Over the summer of 2011, two more EU countries changed their drug laws in a move to update their systems for controlling harmful new substances.
In Finland, a formal risk-assessment system has been introduced by a change to the 2008 Narcotics Act (valid from 1 June 2011). Now the law includes in its definition of drugs: ‘substances used for the purpose of intoxication that are harmful to health’. These intoxicating properties and harms are evaluated by the Finnish Medicines Agency together with the police, customs and the National Institute for Welfare and Health. The Finnish Medicines Agency sends the results of the evaluation to the Ministry of Social Affairs and Health, together with a proposal on whether or not to include the substance in the national drug control list. This proposal is based on whether the substance occurs, or is likely to occur, in Finland. If the substance has an industrial or medical use, the process also allows for representatives of industry to have their say on control measures.

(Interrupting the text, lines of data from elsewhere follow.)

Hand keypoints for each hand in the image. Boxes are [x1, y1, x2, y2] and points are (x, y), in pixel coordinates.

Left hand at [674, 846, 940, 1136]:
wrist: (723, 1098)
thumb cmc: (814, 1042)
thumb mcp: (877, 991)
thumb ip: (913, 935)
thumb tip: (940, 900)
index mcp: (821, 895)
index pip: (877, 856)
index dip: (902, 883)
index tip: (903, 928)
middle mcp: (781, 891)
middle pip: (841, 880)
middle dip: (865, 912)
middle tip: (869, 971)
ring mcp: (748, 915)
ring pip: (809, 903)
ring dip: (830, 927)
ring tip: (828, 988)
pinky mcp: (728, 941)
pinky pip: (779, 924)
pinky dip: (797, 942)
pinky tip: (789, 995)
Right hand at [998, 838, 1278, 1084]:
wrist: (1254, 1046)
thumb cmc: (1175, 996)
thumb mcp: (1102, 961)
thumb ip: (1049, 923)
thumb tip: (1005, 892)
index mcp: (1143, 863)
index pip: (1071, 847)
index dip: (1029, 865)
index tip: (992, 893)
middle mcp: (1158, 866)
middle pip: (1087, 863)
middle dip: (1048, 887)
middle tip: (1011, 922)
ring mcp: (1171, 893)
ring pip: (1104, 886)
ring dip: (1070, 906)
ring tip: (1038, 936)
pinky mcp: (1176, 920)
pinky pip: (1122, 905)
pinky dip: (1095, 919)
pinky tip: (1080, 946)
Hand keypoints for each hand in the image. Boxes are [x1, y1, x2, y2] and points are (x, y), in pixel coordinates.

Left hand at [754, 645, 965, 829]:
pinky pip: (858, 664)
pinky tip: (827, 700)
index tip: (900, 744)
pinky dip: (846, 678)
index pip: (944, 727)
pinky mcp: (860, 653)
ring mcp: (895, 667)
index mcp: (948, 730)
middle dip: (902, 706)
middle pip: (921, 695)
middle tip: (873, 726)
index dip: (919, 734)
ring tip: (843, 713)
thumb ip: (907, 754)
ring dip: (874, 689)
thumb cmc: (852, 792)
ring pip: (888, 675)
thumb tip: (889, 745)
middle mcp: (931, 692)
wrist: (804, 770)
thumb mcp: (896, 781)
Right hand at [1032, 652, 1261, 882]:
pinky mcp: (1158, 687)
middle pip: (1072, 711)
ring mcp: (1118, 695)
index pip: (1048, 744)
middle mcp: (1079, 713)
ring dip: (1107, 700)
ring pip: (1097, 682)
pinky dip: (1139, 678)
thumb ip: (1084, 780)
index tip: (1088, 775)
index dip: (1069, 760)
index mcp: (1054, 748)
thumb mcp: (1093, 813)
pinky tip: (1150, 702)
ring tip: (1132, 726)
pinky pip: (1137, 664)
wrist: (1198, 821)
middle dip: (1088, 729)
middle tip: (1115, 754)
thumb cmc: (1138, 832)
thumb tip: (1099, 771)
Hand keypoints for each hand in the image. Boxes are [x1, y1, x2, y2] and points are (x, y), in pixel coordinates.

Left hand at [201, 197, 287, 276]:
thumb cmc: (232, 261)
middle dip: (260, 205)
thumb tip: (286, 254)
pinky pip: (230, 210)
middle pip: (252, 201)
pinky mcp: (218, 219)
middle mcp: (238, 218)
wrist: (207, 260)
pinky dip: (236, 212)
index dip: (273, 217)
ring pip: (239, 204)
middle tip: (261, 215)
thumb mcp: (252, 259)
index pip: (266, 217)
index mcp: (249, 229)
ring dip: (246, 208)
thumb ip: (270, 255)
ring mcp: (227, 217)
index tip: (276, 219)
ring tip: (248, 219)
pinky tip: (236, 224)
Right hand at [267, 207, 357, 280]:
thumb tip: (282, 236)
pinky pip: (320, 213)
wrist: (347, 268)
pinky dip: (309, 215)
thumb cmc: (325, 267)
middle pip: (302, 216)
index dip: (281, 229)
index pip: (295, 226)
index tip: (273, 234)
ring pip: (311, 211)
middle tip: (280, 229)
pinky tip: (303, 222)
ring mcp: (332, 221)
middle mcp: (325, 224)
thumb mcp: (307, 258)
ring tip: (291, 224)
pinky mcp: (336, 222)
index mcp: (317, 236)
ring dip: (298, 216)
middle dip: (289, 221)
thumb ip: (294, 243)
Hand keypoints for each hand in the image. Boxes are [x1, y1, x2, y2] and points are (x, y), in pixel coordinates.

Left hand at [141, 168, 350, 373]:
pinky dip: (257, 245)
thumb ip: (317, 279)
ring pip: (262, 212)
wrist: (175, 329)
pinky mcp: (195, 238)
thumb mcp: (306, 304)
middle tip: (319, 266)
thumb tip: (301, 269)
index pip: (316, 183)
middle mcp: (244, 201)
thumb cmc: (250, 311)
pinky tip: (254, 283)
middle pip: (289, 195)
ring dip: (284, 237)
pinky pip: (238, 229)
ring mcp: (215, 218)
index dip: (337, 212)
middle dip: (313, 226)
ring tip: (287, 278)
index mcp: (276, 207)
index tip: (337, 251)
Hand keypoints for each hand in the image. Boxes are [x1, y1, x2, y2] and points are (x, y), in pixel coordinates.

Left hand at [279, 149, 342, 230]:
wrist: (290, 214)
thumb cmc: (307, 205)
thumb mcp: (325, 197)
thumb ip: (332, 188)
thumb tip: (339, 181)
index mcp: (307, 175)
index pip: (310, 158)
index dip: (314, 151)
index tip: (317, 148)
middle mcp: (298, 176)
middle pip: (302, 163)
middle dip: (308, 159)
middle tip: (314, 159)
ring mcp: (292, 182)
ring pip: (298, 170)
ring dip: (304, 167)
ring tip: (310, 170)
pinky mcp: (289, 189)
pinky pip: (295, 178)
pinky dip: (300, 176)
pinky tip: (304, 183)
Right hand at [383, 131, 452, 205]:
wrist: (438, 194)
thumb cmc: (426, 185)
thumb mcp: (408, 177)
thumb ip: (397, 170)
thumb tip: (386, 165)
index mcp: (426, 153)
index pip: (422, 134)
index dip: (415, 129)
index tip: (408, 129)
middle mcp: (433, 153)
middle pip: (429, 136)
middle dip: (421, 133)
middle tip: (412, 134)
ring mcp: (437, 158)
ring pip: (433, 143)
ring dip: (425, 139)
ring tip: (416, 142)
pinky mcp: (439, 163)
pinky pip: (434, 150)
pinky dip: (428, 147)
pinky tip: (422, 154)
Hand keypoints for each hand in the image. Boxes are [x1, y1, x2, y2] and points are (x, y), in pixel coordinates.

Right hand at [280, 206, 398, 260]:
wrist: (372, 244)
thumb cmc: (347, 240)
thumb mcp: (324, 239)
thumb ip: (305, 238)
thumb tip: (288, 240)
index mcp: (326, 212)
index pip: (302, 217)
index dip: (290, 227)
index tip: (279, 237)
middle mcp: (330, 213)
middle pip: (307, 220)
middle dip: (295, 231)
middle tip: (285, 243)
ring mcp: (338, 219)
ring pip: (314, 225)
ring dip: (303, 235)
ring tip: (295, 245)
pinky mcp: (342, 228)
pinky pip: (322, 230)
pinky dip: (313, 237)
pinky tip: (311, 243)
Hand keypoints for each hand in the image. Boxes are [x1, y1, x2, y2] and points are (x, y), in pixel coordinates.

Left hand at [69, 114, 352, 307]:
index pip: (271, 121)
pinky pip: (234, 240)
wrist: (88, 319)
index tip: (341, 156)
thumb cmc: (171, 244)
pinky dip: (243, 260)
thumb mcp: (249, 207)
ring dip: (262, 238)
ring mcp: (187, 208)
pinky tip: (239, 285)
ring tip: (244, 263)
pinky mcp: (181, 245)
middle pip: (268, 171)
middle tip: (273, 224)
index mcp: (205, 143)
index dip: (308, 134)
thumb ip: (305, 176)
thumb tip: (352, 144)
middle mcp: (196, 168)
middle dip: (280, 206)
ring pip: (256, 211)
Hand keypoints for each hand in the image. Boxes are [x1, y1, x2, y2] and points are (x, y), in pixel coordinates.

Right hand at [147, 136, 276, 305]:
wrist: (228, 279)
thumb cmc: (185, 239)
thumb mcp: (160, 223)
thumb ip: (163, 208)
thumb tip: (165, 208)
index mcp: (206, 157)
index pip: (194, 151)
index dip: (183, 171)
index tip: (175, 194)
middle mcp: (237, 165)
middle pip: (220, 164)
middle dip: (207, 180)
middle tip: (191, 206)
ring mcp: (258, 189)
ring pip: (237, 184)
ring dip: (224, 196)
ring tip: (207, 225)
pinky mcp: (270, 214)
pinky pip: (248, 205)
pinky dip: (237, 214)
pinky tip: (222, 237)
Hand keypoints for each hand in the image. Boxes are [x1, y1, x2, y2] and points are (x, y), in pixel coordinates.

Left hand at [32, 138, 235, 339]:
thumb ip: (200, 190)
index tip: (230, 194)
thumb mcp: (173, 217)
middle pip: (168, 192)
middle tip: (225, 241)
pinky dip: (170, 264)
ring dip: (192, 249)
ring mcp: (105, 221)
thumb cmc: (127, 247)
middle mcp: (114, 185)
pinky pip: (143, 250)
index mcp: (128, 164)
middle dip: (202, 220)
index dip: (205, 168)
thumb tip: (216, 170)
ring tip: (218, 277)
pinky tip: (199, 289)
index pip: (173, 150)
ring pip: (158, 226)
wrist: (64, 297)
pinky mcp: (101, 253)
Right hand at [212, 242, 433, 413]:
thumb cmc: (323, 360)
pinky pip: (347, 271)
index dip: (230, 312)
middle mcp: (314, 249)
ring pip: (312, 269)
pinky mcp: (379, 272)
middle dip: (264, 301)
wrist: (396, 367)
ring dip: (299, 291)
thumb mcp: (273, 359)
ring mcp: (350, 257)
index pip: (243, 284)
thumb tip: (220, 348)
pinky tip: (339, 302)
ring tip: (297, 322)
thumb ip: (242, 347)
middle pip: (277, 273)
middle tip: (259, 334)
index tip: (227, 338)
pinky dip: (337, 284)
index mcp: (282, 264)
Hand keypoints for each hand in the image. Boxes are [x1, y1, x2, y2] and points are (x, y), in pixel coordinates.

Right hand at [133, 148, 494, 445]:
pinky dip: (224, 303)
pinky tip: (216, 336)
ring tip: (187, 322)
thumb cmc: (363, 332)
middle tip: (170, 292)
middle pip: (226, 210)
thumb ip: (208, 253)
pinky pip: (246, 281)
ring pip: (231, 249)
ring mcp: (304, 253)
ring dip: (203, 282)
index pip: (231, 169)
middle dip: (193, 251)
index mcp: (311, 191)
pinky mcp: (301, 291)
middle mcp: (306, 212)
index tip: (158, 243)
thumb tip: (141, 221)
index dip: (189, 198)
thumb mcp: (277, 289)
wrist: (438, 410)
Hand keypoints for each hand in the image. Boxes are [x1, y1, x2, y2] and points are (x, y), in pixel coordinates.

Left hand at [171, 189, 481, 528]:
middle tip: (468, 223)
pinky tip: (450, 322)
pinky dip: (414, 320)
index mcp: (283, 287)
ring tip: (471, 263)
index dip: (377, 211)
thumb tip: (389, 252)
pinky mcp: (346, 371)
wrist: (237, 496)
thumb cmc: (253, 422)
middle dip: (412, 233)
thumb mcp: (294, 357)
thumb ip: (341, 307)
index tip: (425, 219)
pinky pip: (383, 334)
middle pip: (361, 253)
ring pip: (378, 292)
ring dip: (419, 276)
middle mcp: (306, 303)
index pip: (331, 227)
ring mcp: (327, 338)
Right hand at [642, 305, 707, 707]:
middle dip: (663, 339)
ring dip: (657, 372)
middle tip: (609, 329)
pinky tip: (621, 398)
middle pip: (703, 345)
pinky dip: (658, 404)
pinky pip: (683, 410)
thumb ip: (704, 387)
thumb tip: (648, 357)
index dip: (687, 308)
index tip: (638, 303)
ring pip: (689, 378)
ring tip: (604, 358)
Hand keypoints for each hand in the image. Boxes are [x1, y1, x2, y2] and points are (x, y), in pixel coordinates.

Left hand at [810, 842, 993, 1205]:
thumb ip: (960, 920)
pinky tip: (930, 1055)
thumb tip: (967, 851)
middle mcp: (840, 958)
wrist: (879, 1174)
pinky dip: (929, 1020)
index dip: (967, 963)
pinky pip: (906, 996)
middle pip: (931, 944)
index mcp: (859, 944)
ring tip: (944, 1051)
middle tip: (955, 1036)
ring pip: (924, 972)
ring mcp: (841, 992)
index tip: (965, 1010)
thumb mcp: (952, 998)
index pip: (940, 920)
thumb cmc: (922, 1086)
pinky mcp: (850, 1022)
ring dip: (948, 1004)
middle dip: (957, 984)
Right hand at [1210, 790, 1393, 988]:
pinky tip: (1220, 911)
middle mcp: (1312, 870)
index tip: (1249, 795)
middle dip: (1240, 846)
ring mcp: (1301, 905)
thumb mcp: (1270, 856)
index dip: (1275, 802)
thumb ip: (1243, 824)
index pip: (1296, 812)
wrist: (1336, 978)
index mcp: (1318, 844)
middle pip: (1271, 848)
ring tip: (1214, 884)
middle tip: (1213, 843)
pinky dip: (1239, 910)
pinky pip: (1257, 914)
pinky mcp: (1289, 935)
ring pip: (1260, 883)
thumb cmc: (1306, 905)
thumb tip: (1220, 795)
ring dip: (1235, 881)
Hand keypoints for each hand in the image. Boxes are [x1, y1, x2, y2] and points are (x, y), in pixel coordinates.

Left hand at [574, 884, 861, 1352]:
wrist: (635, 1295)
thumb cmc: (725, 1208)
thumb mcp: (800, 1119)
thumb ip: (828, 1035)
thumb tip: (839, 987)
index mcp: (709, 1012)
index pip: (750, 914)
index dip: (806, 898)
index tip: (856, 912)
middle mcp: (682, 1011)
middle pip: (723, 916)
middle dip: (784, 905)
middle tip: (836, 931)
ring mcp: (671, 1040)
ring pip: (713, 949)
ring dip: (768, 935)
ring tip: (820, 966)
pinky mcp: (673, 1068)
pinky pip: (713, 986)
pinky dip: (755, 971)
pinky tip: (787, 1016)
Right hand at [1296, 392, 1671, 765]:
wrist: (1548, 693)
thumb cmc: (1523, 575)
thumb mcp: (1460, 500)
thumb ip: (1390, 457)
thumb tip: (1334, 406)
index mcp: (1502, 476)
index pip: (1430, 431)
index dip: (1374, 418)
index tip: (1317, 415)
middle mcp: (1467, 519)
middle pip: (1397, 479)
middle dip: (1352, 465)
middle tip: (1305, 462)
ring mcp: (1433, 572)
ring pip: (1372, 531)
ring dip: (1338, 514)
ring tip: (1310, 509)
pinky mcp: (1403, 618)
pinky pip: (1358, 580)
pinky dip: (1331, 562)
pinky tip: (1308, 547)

In the UK, following concerns that the formal procedure of control was not fast enough, ‘Temporary Class Drug Orders’ were introduced into the Misuse of Drugs Act on 15 September 2011 (to commence mid-November). Such an order allows the Home Secretary to control a substance as a drug for one year, with the approval of the UK Parliament. The order may be drawn up where a substance is misused or likely to be misused, and where there could be harmful effects. To proceed with such an order, the Home Secretary must consult the Advisory Council on the Misuse of Drugs (ACMD). However, there is also an ‘urgency procedure’, to consult only the ACMD Chair, if the likelihood of misuse poses an urgent or significant threat to public safety or health.
One-year temporary controls already exist in Germany and the Netherlands. Whereas, in the UK, the orders apply only to supply-related offences, in these two countries they can also apply to acts of personal possession.